:: Material shown ::
------------------------------------------------------------

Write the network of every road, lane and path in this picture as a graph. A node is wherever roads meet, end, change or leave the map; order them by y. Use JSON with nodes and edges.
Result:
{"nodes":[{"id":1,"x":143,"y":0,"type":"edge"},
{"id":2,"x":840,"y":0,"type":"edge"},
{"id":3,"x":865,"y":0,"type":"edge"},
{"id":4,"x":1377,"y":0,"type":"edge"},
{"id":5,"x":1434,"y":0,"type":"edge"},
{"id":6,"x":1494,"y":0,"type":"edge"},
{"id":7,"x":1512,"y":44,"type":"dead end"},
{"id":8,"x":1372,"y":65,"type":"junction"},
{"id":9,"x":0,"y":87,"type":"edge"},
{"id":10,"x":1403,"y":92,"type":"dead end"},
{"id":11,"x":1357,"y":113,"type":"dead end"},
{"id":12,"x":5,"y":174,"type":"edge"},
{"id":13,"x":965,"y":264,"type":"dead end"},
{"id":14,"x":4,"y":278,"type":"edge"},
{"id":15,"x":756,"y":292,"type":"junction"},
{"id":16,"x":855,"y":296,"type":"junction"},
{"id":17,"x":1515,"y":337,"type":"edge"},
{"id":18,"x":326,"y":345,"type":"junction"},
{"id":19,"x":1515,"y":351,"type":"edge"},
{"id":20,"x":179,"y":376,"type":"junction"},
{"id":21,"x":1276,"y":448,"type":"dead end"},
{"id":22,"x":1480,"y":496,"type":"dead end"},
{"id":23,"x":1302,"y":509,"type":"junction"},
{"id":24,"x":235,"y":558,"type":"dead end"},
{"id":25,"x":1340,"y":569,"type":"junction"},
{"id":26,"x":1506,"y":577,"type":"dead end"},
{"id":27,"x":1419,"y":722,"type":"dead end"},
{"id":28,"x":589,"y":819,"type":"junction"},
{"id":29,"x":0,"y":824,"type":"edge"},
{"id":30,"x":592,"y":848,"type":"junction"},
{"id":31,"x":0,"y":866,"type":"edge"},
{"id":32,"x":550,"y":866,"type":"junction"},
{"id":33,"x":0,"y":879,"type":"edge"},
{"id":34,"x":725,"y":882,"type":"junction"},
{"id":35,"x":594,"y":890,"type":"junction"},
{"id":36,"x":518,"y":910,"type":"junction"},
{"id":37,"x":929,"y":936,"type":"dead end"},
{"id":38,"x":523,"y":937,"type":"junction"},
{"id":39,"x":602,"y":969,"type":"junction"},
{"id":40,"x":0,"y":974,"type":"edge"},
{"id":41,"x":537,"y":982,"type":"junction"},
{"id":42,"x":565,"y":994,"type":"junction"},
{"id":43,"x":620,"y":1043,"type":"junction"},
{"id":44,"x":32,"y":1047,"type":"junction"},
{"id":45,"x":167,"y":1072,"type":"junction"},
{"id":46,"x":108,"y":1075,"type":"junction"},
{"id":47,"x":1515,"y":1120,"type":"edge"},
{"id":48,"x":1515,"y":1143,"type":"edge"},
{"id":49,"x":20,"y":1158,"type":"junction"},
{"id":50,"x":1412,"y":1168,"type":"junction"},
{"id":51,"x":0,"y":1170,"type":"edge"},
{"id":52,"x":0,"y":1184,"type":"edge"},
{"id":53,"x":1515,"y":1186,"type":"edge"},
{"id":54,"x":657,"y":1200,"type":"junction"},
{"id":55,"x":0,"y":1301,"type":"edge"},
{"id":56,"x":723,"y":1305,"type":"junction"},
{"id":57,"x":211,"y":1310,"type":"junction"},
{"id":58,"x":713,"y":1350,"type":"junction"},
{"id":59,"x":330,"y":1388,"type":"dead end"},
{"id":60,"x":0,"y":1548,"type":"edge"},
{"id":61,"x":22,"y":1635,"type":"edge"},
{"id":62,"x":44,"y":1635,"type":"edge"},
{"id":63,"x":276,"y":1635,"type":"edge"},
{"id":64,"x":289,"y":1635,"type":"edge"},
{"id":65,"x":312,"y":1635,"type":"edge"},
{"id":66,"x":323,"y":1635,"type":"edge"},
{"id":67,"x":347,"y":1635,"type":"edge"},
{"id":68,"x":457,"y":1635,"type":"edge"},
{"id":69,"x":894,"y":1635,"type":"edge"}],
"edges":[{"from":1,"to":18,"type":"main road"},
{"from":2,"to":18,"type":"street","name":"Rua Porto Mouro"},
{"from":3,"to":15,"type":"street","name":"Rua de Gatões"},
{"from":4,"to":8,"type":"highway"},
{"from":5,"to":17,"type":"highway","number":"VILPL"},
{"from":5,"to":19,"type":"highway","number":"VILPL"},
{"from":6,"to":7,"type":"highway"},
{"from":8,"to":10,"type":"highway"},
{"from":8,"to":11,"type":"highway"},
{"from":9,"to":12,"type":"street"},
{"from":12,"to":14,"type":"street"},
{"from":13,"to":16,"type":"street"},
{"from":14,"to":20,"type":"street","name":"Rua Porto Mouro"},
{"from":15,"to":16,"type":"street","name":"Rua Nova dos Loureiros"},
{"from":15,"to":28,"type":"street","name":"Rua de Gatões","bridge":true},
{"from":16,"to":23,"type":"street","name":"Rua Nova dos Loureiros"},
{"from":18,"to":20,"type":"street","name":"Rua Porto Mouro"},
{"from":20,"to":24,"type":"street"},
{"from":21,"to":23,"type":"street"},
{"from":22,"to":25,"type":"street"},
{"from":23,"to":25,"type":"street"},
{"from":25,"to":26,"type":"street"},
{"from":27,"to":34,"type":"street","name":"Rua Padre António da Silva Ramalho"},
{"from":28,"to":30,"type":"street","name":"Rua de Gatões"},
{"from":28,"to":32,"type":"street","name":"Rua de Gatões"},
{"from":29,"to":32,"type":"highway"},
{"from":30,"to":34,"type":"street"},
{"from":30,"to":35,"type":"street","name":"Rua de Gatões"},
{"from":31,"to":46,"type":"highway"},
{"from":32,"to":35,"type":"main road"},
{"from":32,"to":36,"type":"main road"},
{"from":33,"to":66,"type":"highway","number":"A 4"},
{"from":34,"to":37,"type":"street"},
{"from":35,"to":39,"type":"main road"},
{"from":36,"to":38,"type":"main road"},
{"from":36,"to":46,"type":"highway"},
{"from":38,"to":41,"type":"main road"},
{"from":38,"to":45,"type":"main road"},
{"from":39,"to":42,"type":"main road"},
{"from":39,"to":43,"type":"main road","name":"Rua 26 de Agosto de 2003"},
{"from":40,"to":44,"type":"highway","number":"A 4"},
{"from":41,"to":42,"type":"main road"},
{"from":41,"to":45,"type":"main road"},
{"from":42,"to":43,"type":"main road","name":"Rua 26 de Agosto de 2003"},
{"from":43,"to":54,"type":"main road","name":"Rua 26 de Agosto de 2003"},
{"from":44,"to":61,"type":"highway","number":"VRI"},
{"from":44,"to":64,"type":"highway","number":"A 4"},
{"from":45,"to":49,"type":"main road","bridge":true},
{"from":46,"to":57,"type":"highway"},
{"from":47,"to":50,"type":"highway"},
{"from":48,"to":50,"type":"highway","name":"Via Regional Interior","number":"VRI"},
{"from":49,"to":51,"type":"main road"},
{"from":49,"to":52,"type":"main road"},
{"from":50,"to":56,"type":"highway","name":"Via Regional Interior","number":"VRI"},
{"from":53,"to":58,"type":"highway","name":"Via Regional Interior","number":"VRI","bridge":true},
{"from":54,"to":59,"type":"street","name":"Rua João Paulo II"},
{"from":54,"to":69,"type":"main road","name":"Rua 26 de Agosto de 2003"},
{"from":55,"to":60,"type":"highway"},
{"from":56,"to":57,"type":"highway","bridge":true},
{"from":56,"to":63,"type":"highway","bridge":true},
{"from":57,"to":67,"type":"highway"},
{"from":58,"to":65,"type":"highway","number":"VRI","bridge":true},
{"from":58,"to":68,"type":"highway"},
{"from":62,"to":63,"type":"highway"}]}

------------------------------------------------------------

:: Work to complete ::
Go through the entries and report every line with the string "VILPL".

:: Solved problem ::
{"from":5,"to":17,"type":"highway","number":"VILPL"},
{"from":5,"to":19,"type":"highway","number":"VILPL"},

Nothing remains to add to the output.